Dalam proses pembangunan, pemerintah daerah mempunyai peranan penting karena pemerintah daerah yang lebih tahu akan potensi dan sumber daya baik manusia dan alam yang dimiliki oleh daerahnya sendiri. Dalam proses pembangunan ekonomi, pertumbuhan ekonomi merupakan salah satu dari tolak ukur keberhasilan pembangunan ekonomi. Kenaikan dalam pertumbuhan ekonomi berarti terjadi kenaikan di dalam aktivitas ekonomi di daerah tersebut, jika terjadi penurunan maka kegiatan ekonomi di daerah tersebut sedang mengalami penurunan. Berbagai permasalahan yang terjadi dalam pembangunan ekonomi dapat diatasi dengan meningkatkan jumlah investasi. Salah satu bukti keberhasilan peranan investasi dalam pembangunan ekonomi terjadi di Botswana. Botswana sejauh ini telah mengalami tingkat pertumbuhan tertinggi di Afrika Sub Sahara:8.4% per tahun selama periode 1965-1990 dan masih tinggi, 5.1% pada tahun 1990-2002.

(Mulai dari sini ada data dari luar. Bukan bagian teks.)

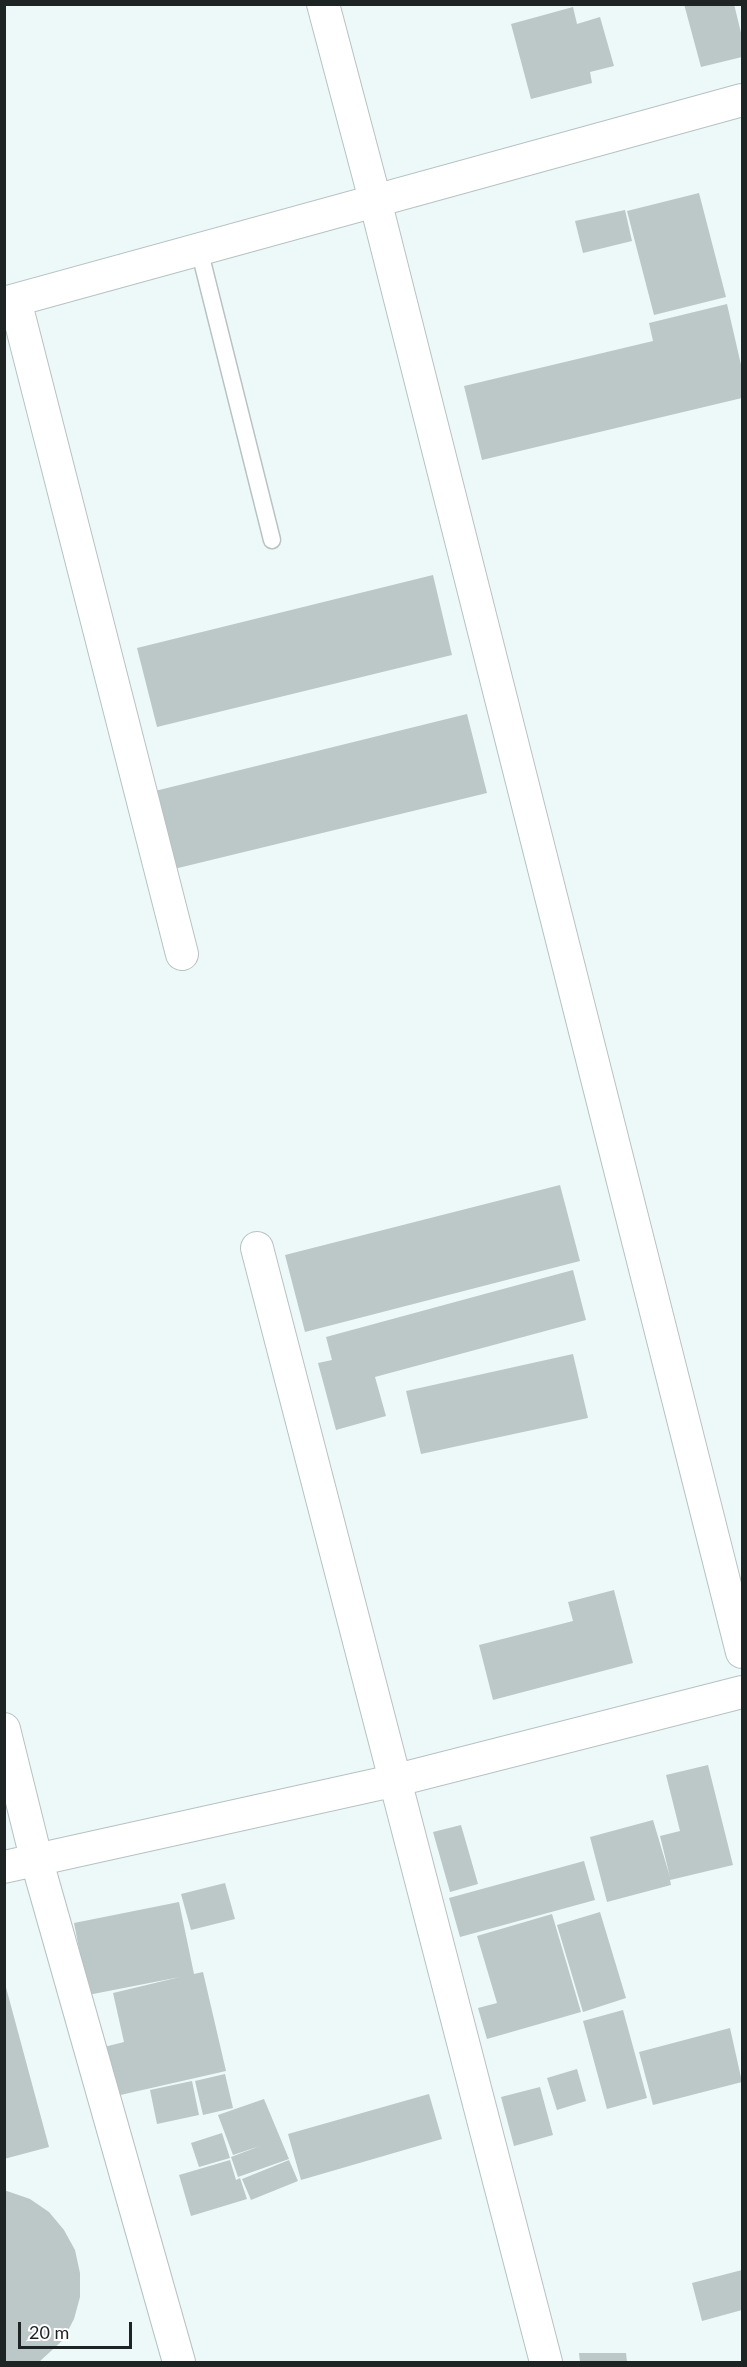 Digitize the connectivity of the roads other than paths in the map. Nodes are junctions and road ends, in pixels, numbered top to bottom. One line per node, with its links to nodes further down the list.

Penanaman Modal Dalam Negeri (PMDN) dapat diartikan sebagai pengeluaran atau pembelanjaan penanaman modal atau perusahaan untuk membeli barang-barang produksi, untuk menambah kemampuan memproduksi barang dan jasa yang tersedia dalam perekonomian yang berasal dari investasi dalam negeri. Investasi menghimpun akumulasi modal dengan membangun sejumlah gedung dan peralatan yang berguna bagi kegiatan produktif, maka output potensial suatu negara akan bertambah dan pertumbuhan ekonomi jangka panjang juga akan meningkat. Jelas dengan demikian bahwa investasi khususnya Penanaman Modal Dalam Negeri (PMDN) memainkan peranan penting dalam menentukan jumlah output dan pendapatan. Jadi PMDN memiliki hubungan positif terhadap pertumbuhan ekonomi.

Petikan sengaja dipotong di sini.